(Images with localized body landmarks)
★ ★ ★

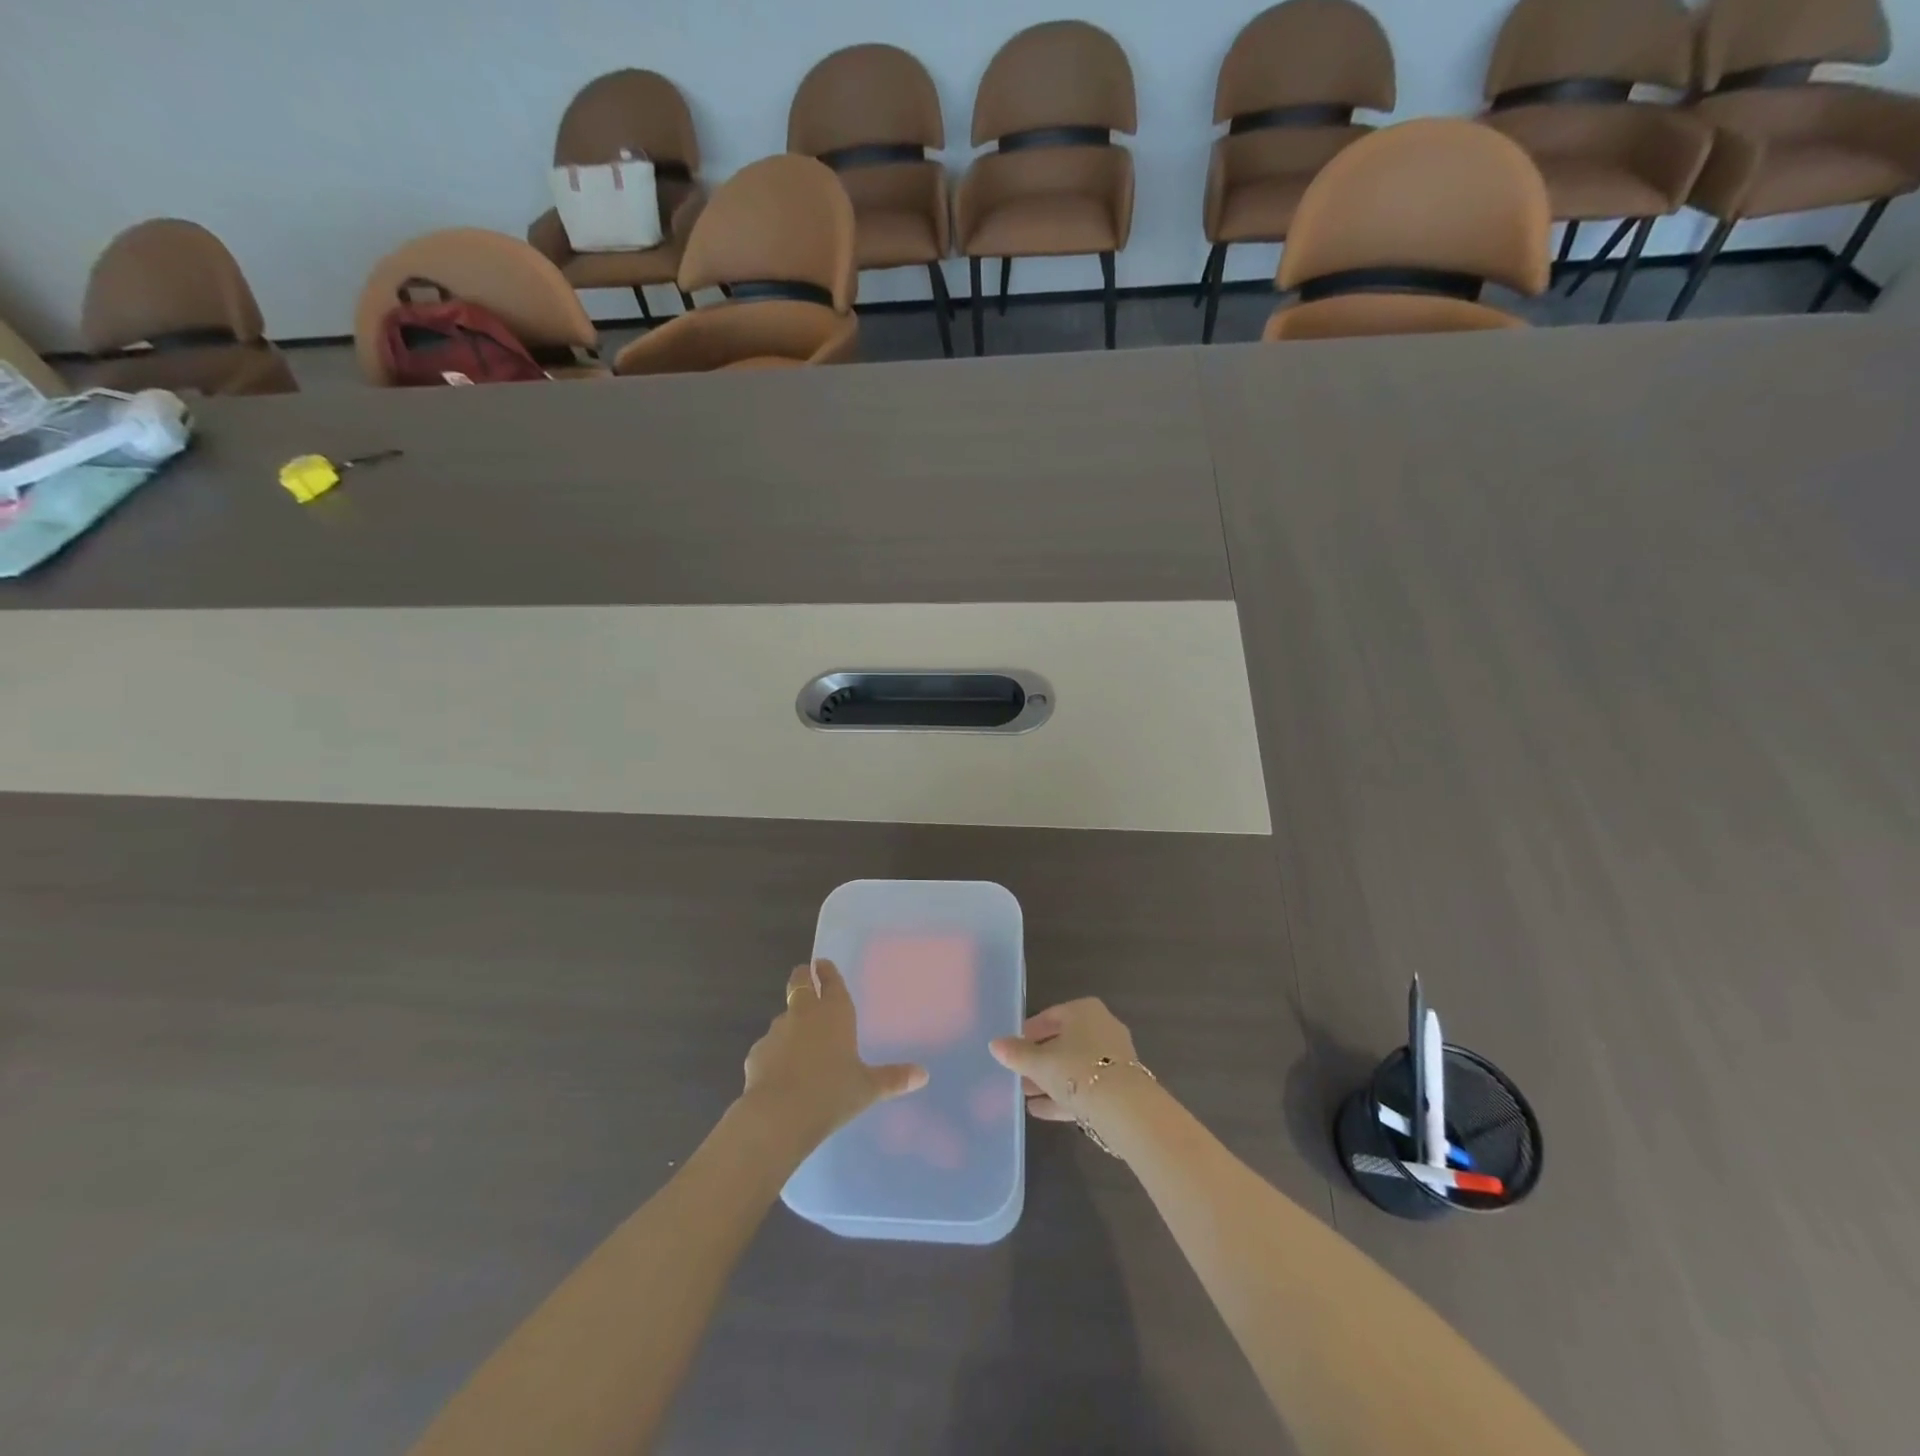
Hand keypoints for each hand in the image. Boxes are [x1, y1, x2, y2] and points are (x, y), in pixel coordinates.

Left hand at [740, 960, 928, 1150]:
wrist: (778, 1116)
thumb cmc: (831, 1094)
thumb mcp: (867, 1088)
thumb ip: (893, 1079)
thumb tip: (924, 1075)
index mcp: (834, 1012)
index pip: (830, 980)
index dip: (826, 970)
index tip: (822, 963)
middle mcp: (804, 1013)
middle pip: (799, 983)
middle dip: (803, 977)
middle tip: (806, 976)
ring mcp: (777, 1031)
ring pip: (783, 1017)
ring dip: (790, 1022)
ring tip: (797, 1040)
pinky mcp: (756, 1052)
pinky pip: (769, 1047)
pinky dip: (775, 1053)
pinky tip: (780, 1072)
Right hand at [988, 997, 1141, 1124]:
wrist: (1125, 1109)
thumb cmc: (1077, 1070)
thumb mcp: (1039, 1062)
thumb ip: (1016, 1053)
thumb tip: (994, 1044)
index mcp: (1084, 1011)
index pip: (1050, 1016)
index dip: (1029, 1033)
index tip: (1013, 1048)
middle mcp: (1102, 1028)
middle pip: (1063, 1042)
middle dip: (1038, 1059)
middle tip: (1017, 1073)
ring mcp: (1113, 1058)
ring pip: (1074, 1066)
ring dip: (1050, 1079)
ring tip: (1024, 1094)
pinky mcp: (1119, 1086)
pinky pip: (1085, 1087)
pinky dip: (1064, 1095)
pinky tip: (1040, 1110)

★ ★ ★

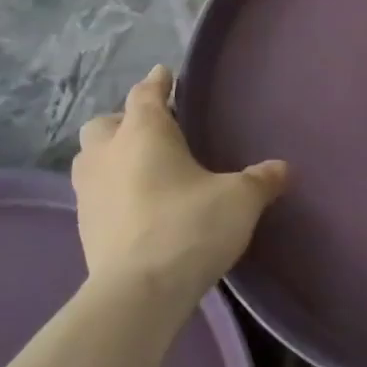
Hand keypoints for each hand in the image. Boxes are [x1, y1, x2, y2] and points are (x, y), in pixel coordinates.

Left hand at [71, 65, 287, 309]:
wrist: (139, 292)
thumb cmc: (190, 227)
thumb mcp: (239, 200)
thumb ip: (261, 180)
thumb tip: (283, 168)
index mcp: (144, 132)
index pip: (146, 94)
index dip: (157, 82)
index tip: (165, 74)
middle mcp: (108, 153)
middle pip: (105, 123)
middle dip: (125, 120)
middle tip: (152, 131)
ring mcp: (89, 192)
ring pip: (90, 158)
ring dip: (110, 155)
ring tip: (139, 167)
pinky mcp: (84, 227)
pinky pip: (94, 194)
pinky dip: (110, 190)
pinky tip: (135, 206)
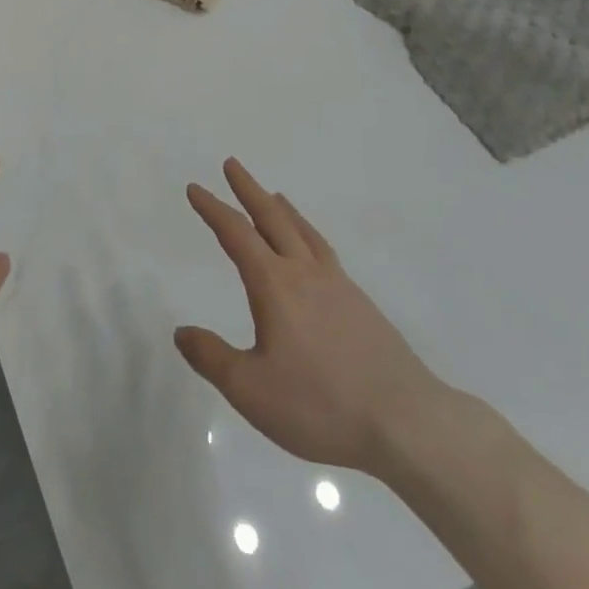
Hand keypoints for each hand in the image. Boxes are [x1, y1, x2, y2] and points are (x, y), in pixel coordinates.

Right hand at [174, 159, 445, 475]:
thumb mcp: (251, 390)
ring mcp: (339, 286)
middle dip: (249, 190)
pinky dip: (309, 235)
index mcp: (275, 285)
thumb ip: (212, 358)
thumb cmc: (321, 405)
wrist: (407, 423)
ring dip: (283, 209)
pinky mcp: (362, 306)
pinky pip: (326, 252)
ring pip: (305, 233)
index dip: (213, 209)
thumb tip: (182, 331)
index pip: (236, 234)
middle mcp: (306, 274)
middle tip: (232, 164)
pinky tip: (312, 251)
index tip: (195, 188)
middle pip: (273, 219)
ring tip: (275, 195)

★ ★ ★

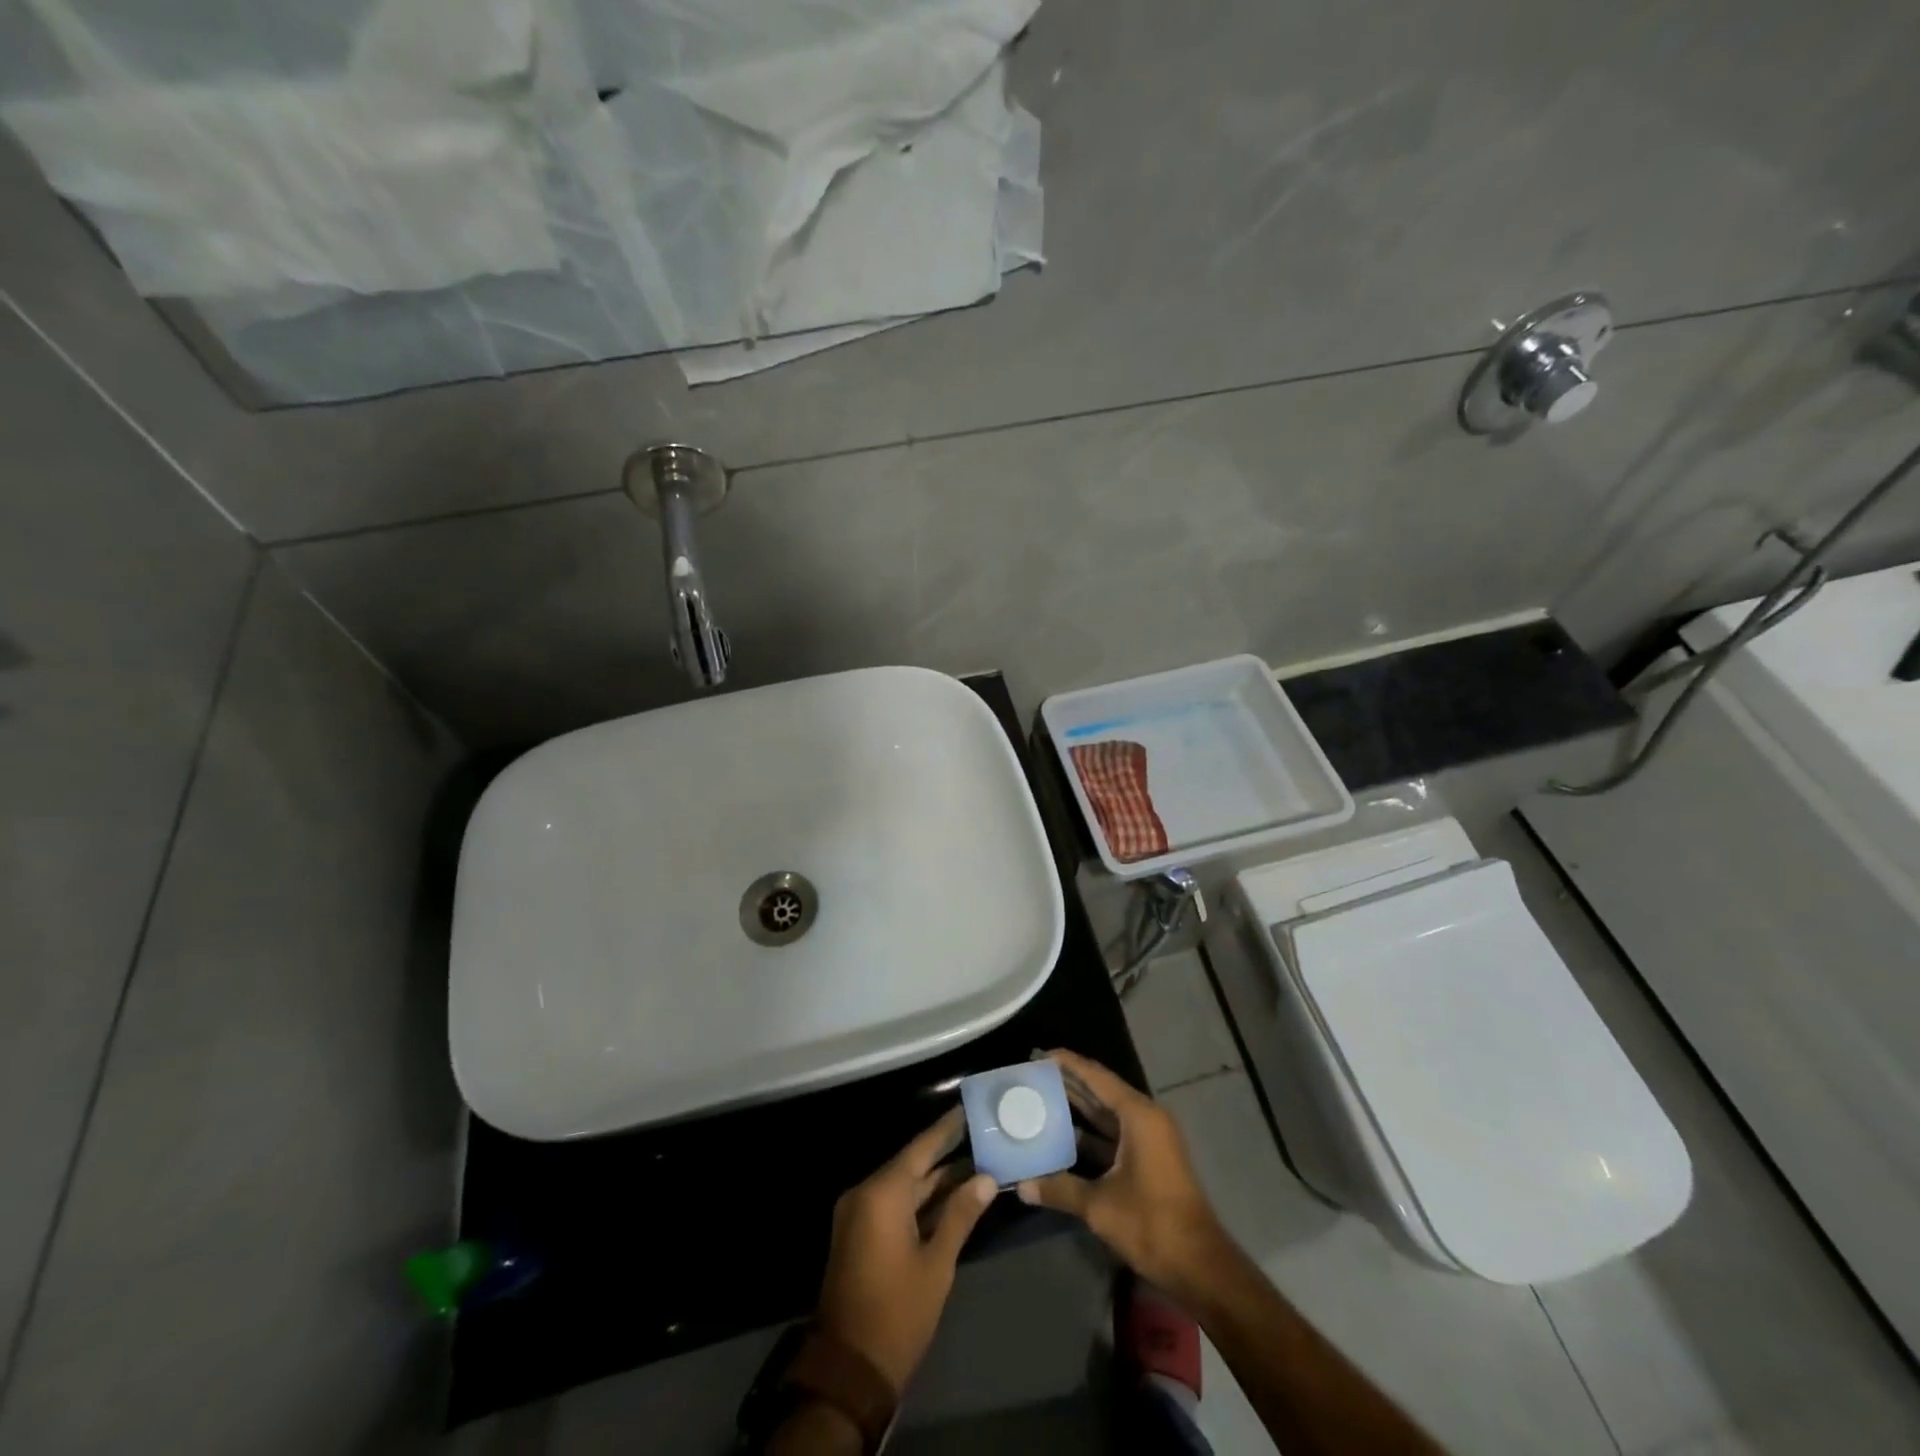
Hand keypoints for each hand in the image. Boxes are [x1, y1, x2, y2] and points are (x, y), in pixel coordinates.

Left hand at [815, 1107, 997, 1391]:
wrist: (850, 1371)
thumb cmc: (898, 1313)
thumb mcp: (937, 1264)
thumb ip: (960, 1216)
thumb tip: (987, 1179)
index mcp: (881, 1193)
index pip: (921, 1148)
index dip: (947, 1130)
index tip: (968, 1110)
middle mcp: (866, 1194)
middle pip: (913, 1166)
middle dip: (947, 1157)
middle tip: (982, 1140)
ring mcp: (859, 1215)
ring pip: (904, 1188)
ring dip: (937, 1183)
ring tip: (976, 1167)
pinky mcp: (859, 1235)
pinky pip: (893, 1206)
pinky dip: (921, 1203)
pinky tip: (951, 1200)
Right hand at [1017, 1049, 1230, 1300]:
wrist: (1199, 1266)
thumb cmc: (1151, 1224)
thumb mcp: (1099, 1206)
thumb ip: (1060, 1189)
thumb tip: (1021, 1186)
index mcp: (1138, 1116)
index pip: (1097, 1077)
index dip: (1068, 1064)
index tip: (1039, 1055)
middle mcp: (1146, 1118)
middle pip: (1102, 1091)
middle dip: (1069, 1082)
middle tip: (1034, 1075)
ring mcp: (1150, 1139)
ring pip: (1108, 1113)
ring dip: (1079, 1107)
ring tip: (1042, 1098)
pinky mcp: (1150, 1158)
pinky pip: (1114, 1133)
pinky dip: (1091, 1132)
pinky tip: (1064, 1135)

★ ★ ★

#### Work request
Copy out only the lines of the records above from the one with "wrist: (1125, 1109)" through the one with "middle pip: (1063, 1042)", exactly as they stand, both included.

#### Reply to the task
wrist: (1125, 1109)
thumb cmc: (1077, 1070)
thumb mcp: (1039, 1062)
thumb ip: (1016, 1053)
thumb tip: (994, 1044)
index mcp: (1084, 1011)
index pip: (1050, 1016)
index dip: (1029, 1033)
index tip: (1013, 1048)
middle mcp: (1102, 1028)
middle pip: (1063, 1042)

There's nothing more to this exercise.